Advisers May Find Themselves Targets in Hedge Fund Regulation
Reed: Hedge funds escape oversight
July 20, 2009
In a bellwether hearing Wednesday, members of the Senate were told that regulation of hedge fund advisers--an approach already tried by the Securities and Exchange Commission--is the cornerstone to crafting a regime for hedge fund oversight.
"The adviser approach is the minimum that is necessary," said Andrew Donohue, director of the SEC's Division of Investment Management, at a hearing on hedge fund regulation called by the Senate securities subcommittee, chaired by U.S. Senator Jack Reed ( D-RI).
Donohue spoke of a "regulatory gap" under which hedge funds continue to escape federal oversight despite the fact that they manage $1.4 trillion in assets and account for 18 to 22 percent of all trading on the New York Stock Exchange.
He supports the adviser approach over its main rival, regulation of the hedge fund itself. That alternative would be achieved through the Investment Company Act, a 1940 law defining and regulating investment companies of various types, including mutual funds, and largely aimed at protecting retail investors.
A concern if this statute is used for hedge funds, which are designed for wealthy investors and institutions, is that it might open the door to heavier, mutual-fund-like regulation.
"The Investment Company Act is really intended for retail investors," Donohue told the subcommittee. "Investment adviser registration is appropriate for any adviser managing $30 million or more."
Since the financial crisis erupted last year, there has been general agreement that greater oversight of hedge funds is inevitable. Now, as Wednesday's hearing made clear, there also appears to be agreement on what type of oversight that should be. "There absolutely will be registration of hedge funds under the Investment Advisers Act," said one prominent industry figure, signaling a shift in stance that puts the hedge fund industry on the same page as many of the key Congressional players in the hedge fund arena.
At the July 15 hearing, the hedge fund industry's support for adviser registration was voiced by witness Dinakar Singh, founder and CEO of TPG Axon Capital and a member of the Managed Funds Assn. (MFA) the main hedge fund trade association.
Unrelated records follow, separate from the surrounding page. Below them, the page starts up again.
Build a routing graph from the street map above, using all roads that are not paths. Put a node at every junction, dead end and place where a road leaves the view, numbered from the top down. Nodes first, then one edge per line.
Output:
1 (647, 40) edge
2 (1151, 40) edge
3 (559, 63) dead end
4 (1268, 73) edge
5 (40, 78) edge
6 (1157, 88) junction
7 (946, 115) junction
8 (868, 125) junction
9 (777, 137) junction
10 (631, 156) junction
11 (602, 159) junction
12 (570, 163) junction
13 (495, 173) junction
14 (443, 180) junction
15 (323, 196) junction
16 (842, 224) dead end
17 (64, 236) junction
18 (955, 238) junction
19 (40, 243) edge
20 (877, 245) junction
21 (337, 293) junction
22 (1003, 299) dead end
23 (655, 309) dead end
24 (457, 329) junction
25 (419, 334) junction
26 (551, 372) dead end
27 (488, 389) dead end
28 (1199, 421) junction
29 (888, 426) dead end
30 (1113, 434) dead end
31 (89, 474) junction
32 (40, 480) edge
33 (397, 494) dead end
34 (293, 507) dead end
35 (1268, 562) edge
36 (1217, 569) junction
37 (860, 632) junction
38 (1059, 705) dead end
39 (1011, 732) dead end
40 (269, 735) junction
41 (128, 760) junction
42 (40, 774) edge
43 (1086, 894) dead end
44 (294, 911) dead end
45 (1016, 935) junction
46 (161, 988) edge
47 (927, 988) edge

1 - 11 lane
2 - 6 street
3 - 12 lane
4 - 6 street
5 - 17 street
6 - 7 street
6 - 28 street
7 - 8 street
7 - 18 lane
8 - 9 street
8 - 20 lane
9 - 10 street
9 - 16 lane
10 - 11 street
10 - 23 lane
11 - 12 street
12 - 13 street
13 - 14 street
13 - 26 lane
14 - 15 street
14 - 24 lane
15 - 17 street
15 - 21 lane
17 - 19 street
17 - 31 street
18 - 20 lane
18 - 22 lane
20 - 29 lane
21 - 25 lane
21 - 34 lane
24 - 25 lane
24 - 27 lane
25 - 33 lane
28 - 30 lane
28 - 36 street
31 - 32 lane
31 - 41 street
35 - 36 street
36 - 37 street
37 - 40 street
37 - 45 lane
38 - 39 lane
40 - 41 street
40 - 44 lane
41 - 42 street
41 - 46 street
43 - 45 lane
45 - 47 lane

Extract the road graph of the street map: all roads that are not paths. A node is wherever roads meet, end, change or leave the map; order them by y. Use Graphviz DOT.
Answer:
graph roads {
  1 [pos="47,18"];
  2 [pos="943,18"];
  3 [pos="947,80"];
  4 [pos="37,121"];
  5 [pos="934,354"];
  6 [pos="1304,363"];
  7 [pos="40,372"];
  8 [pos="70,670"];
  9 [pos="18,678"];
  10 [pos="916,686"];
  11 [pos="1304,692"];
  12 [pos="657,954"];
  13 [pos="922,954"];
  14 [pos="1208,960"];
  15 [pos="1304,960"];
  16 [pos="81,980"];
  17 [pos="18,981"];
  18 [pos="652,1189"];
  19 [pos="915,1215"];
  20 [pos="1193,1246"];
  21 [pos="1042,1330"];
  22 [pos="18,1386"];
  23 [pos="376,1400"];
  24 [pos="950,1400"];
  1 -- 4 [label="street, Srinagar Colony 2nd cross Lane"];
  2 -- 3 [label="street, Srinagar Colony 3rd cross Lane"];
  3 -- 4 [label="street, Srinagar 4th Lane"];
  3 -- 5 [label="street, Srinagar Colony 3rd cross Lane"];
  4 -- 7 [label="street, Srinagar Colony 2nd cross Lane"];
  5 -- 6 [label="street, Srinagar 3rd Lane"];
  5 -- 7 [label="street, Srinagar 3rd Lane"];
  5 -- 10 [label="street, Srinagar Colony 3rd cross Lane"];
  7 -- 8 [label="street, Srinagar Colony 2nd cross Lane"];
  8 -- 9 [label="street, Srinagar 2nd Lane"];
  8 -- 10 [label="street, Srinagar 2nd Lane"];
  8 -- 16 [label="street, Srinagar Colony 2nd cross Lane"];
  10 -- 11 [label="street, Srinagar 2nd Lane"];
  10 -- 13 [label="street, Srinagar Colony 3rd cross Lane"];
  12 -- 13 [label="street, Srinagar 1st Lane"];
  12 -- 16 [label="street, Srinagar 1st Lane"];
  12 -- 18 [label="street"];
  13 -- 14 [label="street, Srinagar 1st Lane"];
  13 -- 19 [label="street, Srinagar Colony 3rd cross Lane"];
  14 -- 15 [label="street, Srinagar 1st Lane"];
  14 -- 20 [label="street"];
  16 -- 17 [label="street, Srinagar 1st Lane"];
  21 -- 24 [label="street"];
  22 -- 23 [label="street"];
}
Speaking for the MFA, Singh said "We believe mandatory registration of investment advisers is the right approach" to hedge fund regulation. Singh added that MFA supports this type of registration not only because many hedge fund advisers are already registered voluntarily with the SEC, but also because the Investment Advisers Act "provides a meaningful regulatory framework for investment advisers."
Central to the emerging consensus is a bill introduced by Reed that appears to have the blessing of the industry as well as the Obama Administration, whose own proposal it resembles. "The bill represents an intelligent approach to tackling financial regulatory reform," said Richard H. Baker, president and CEO of the MFA, the day after Reed introduced the bill on June 16.
That represents a significant shift. Before the near-collapse of global financial markets last year caused severe damage to the hedge fund industry, the industry was staunchly against any type of increased hedge fund oversight by the SEC. Now, acknowledging that regulation is inevitable, the industry, via the MFA, has chosen to throw its weight behind the least objectionable form of registration, represented by the Reed bill.